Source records
◆ ◆ ◆ ◆ ◆ ◆ ◆

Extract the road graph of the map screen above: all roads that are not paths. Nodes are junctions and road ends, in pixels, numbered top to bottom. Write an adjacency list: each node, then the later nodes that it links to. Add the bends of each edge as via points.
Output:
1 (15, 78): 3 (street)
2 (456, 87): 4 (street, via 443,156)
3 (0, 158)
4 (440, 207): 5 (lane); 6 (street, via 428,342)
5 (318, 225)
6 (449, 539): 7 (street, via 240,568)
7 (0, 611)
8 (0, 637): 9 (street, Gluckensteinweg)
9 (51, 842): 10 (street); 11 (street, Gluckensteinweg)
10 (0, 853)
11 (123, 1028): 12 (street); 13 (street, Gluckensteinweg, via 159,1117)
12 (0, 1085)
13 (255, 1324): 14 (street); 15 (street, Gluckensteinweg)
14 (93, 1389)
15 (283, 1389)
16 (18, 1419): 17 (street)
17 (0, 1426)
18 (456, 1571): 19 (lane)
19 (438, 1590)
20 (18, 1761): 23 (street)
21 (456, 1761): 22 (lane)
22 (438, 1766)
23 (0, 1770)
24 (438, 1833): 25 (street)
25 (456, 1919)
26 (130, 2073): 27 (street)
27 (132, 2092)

◆ ◆ ◆ ◆ ◆ ◆ ◆

◆ WORK ORDER
Your answer must be every record above, repeated exactly.

◆ REPLY
Extract the road graph of the map screen above: all roads that are not paths. Nodes are junctions and road ends, in pixels, numbered top to bottom. Write an adjacency list: each node, then the later nodes that it links to. Add the bends of each edge as via points.
Output:
1 (15, 78): 3 (street)
2 (456, 87): 4 (street, via 443,156)
3 (0, 158)
4 (440, 207): 5 (lane); 6 (street, via 428,342)
5 (318, 225)
6 (449, 539): 7 (street, via 240,568)
7 (0, 611)
8 (0, 637): 9 (street, Gluckensteinweg)
9 (51, 842): 10 (street); 11 (street, Gluckensteinweg)
10 (0, 853)
11 (123, 1028): 12 (street); 13 (street, Gluckensteinweg, via 159,1117)
12 (0, 1085)
13 (255, 1324): 14 (street); 15 (street, Gluckensteinweg)
14 (93, 1389)
15 (283, 1389)
16 (18, 1419): 17 (street)
17 (0, 1426)
18 (456, 1571): 19 (lane)
19 (438, 1590)
20 (18, 1761): 23 (street)
21 (456, 1761): 22 (lane)
22 (438, 1766)
23 (0, 1770)
24 (438, 1833): 25 (street)
25 (456, 1919)
26 (130, 2073): 27 (street)
27 (132, 2092)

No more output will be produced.